**Task objective**: All of the records should be given back exactly and in full.

**Data provided**:
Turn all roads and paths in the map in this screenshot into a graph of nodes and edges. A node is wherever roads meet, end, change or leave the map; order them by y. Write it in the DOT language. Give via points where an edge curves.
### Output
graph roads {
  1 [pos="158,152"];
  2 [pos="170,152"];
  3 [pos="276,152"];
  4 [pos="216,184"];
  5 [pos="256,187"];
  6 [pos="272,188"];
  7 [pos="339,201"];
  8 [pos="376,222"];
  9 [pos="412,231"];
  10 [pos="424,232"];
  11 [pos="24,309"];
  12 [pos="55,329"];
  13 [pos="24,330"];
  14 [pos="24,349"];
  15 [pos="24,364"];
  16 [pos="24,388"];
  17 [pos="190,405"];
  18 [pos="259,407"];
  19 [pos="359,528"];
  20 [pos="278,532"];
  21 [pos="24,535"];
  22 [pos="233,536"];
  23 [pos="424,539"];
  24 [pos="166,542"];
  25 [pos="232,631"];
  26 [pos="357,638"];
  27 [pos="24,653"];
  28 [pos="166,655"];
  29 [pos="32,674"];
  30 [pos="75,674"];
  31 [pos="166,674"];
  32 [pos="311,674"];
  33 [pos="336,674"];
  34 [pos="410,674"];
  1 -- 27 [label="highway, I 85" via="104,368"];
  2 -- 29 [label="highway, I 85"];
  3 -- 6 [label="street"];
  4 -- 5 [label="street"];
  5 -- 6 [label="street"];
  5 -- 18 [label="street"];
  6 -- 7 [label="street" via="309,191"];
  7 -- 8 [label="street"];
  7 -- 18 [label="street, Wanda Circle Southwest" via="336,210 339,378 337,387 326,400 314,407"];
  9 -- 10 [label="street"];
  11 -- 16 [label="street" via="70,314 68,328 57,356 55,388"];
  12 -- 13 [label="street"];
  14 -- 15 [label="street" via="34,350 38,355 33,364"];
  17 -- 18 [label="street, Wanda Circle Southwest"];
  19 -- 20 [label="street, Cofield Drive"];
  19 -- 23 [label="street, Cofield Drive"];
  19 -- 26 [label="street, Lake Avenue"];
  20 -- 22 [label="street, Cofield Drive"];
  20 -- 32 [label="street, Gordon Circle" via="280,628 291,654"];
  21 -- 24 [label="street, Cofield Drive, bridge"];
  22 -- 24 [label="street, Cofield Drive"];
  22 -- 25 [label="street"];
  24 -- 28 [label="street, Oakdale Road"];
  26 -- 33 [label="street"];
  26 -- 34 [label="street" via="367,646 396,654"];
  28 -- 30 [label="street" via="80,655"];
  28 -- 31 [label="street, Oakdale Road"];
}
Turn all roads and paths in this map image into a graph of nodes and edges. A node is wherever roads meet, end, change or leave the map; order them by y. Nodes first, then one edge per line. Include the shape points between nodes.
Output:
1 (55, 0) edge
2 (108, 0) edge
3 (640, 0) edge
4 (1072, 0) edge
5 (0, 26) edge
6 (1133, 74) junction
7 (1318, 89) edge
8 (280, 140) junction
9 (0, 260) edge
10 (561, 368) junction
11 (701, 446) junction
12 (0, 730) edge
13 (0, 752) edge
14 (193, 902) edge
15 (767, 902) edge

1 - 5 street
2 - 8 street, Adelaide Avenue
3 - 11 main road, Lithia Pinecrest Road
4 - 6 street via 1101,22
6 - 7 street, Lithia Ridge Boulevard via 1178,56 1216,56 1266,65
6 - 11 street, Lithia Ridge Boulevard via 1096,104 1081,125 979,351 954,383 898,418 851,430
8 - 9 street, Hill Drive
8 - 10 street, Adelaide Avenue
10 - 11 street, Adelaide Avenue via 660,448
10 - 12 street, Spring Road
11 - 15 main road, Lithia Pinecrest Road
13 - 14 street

**Your solution**:
Turn all roads and paths in the map in this screenshot into a graph of nodes and edges. A node is wherever roads meet, end, change or leave the map; order them by y. Write it in the DOT language. Give via points where an edge curves.
### Output
graph roads {
  1 [pos="158,152"];
  2 [pos="170,152"];
  3 [pos="276,152"];
  4 [pos="216,184"];
  5 [pos="256,187"];
  6 [pos="272,188"];
  7 [pos="339,201"];
  8 [pos="376,222"];
  9 [pos="412,231"];
  10 [pos="424,232"];
  11 [pos="24,309"];
  12 [pos="55,329"];
  13 [pos="24,330"];
  14 [pos="24,349"];
  15 [pos="24,364"];
  16 [pos="24,388"];
  17 [pos="190,405"];
  18 [pos="259,407"];
  19 [pos="359,528"];
  20 [pos="278,532"];
  21 [pos="24,535"];
  22 [pos="233,536"];
  23 [pos="424,539"];
  24 [pos="166,542"];
  25 [pos="232,631"];
  26 [pos="357,638"];
  27 [pos="24,653"];
  28 [pos="166,655"];
  29 [pos="32,674"];
  30 [pos="75,674"];
  31 [pos="166,674"];
  32 [pos="311,674"];
  33 [pos="336,674"];
  34 [pos="410,674"];
  1 -- 27 [label="highway, I 85" via="104,368"];
  2 -- 29 [label="highway, I 85"];
  3 -- 6 [label="street"];
  4 -- 5 [label="street"];
  5 -- 6 [label="street"];
  5 -- 18 [label="street"];
  6 -- 7 [label="street" via="309,191"];
  7 -- 8 [label="street"];
  7 -- 18 [label="street, Wanda Circle Southwest" via="336,210 339,378 337,387 326,400 314,407"];
  9 -- 10 [label="street"];
  11 -- 16 [label="street" via="70,314 68,328 57,356 55,388"];
  12 -- 13 [label="street"];
  14 -- 15 [label="street" via="34,350 38,355 33,364"];
  17 -- 18 [label="street, Wanda Circle Southwest"];
  19 -- 20 [label="street, Cofield Drive"];
  19 -- 23 [label="street, Cofield Drive"];
  19 -- 26 [label="street, Lake Avenue"];
  20 -- 22 [label="street, Cofield Drive"];
  20 -- 32 [label="street, Gordon Circle" via="280,628 291,654"];
  21 -- 24 [label="street, Cofield Drive, bridge"];
  22 -- 24 [label="street, Cofield Drive"];
  22 -- 25 [label="street"];
  24 -- 28 [label="street, Oakdale Road"];
  26 -- 33 [label="street"];
  26 -- 34 [label="street" via="367,646 396,654"];
  28 -- 30 [label="street" via="80,655"];
  28 -- 31 [label="street, Oakdale Road"];
}
Turn all roads and paths in this map image into a graph of nodes and edges. A node is wherever roads meet, end, change or leave the map; order them by y. Nodes first, then one edge per line. Include the shape points between nodes.
Output:
1 (55, 0) edge
2 (108, 0) edge
3 (640, 0) edge
4 (1072, 0) edge
5 (0, 26) edge
6 (1133, 74) junction
7 (1318, 89) edge
8 (280, 140) junction
9 (0, 260) edge
10 (561, 368) junction
11 (701, 446) junction
12 (0, 730) edge
13 (0, 752) edge
14 (193, 902) edge
15 (767, 902) edge

1 - 5 street
2 - 8 street, Adelaide Avenue
3 - 11 main road, Lithia Pinecrest Road
4 - 6 street via 1101,22
6 - 7 street, Lithia Ridge Boulevard via 1178,56 1216,56 1266,65
6 - 11 street, Lithia Ridge Boulevard via 1096,104 1081,125 979,351 954,383 898,418 851,430
8 - 9 street, Hill Drive
8 - 10 street, Adelaide Avenue
10 - 11 street, Adelaide Avenue via 660,448
10 - 12 street, Spring Road
11 - 15 main road, Lithia Pinecrest Road
13 - 14 street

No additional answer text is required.